Hall & Oates photo used under a Creative Commons license. Granola photo via Early Bird Foods & Co.’s website.

Get out your best song title puns, Hall & Oates have filed a lawsuit.

“They won’t go for that,” the New York Post reports. “They can’t go for that,” the New York Daily News says. “A maneater, fine,” says AM New York. “A granola eater?” The Guardian dives into the Philadelphia duo’s early catalog with, “Where once they offered the world an Abandoned Luncheonette, Hall & Oates are now trying to close down the breakfast bar, too.”

Yes, Hall & Oates want a granola product to go Big Bam Boom. They’ve sued Brooklyn-based Early Bird Foods & Co., a maker of small-batch granola and other foods, over the company’s Haulin’ Oats granola.

The plaintiff is actually Whole Oats Enterprises, the partnership owned by Daryl Hall and John Oates. The pair met in 1967, when a fight broke out during a bill at the Adelphi Ballroom in West Philly.
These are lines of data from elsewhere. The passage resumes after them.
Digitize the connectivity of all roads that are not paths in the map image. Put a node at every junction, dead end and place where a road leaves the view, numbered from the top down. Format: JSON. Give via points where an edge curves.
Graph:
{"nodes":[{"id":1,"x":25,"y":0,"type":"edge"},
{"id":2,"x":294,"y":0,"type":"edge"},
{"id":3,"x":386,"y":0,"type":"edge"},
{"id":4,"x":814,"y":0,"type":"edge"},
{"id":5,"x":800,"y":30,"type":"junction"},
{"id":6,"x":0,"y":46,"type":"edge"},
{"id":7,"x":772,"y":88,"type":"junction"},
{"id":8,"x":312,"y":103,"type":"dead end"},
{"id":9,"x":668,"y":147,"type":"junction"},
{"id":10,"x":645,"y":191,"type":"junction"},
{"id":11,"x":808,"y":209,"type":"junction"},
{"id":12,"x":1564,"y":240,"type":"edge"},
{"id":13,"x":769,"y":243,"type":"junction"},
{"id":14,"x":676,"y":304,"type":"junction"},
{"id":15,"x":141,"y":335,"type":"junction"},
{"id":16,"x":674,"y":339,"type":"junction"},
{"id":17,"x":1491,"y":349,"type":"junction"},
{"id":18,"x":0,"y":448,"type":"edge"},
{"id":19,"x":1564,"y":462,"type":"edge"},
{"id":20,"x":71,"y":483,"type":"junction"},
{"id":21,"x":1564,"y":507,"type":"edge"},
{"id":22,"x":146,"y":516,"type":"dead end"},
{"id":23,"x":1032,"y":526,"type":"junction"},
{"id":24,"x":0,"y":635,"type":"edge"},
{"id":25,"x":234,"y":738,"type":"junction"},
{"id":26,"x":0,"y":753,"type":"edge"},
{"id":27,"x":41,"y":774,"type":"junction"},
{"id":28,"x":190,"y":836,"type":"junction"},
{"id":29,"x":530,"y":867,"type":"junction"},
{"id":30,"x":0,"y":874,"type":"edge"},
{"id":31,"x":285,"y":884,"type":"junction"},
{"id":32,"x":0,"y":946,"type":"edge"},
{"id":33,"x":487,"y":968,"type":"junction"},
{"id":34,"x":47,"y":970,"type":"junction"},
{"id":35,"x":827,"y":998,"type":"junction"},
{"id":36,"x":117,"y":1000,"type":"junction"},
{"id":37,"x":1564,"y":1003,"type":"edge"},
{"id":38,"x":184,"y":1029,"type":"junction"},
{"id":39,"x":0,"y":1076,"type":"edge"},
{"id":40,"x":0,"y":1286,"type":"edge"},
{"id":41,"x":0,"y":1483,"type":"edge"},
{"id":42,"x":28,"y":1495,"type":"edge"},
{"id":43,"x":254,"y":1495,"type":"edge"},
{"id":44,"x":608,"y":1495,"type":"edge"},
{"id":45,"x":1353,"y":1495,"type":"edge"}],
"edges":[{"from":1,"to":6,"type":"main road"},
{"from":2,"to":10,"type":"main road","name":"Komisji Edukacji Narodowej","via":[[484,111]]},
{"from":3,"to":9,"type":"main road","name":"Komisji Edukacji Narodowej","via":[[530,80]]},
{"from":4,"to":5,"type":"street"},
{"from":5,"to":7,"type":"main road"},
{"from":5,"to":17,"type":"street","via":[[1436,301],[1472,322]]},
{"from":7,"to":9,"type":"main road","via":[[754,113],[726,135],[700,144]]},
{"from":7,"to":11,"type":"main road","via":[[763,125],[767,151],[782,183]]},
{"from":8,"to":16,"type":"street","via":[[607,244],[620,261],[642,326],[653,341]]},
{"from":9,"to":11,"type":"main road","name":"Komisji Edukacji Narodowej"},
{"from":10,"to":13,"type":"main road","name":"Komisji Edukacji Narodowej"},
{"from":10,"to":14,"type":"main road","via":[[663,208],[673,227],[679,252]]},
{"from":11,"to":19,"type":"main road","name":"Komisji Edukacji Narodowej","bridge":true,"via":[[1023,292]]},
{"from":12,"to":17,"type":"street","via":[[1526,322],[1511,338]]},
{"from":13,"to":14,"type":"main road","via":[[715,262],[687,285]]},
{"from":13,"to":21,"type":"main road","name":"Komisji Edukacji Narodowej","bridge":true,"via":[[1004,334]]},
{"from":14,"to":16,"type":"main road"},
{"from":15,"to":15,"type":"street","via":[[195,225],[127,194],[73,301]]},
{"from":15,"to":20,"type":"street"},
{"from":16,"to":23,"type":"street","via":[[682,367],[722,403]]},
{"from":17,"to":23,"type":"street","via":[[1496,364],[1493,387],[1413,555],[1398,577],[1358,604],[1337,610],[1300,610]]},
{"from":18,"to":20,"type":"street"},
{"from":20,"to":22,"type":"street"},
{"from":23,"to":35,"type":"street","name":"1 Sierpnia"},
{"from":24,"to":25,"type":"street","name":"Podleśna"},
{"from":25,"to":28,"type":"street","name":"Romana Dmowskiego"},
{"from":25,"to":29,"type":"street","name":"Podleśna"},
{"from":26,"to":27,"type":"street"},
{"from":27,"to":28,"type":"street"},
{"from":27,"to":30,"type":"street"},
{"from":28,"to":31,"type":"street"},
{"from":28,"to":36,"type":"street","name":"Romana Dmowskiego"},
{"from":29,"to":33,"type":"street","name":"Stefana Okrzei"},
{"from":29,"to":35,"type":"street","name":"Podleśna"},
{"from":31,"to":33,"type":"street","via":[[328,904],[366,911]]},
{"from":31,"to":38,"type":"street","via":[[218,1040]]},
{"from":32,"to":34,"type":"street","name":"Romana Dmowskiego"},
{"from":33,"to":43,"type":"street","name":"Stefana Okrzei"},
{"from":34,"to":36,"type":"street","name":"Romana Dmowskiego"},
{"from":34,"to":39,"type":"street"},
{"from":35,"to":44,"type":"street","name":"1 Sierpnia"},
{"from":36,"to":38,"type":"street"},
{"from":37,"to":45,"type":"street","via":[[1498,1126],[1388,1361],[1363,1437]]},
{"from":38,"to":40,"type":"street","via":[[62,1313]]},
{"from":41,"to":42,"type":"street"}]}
The band had a string of hit singles and albums in the 1970s and 1980s. And they’ve been quite good at managing their brand, according to the lawsuit. “By virtue of Plaintiff’s extensive use of the marks Daryl Hall and John Oates and Hall & Oates, the marks have developed significant consumer recognition and goodwill,” the lawsuit reads. “The marks Daryl Hall and John Oates and Hall & Oates have come to be widely recognized by the public as identifying plaintiff and artists and their musical group goods and services.”

Attorneys for the group say Early Bird Foods is trying to steal that brand by “trading off of the fame and notoriety associated with the Artists and plaintiff’s well-known marks.” It’s a common tactic, apparently: “Over the years, various third parties have attempted to trade off of the fame and notoriety associated with the artists and plaintiff’s marks, including by attempting to make a connection between the artists’ names and oats-related products.” Then, the kicker:

At this point you have to wonder why Hall & Oates don’t sell their own granola.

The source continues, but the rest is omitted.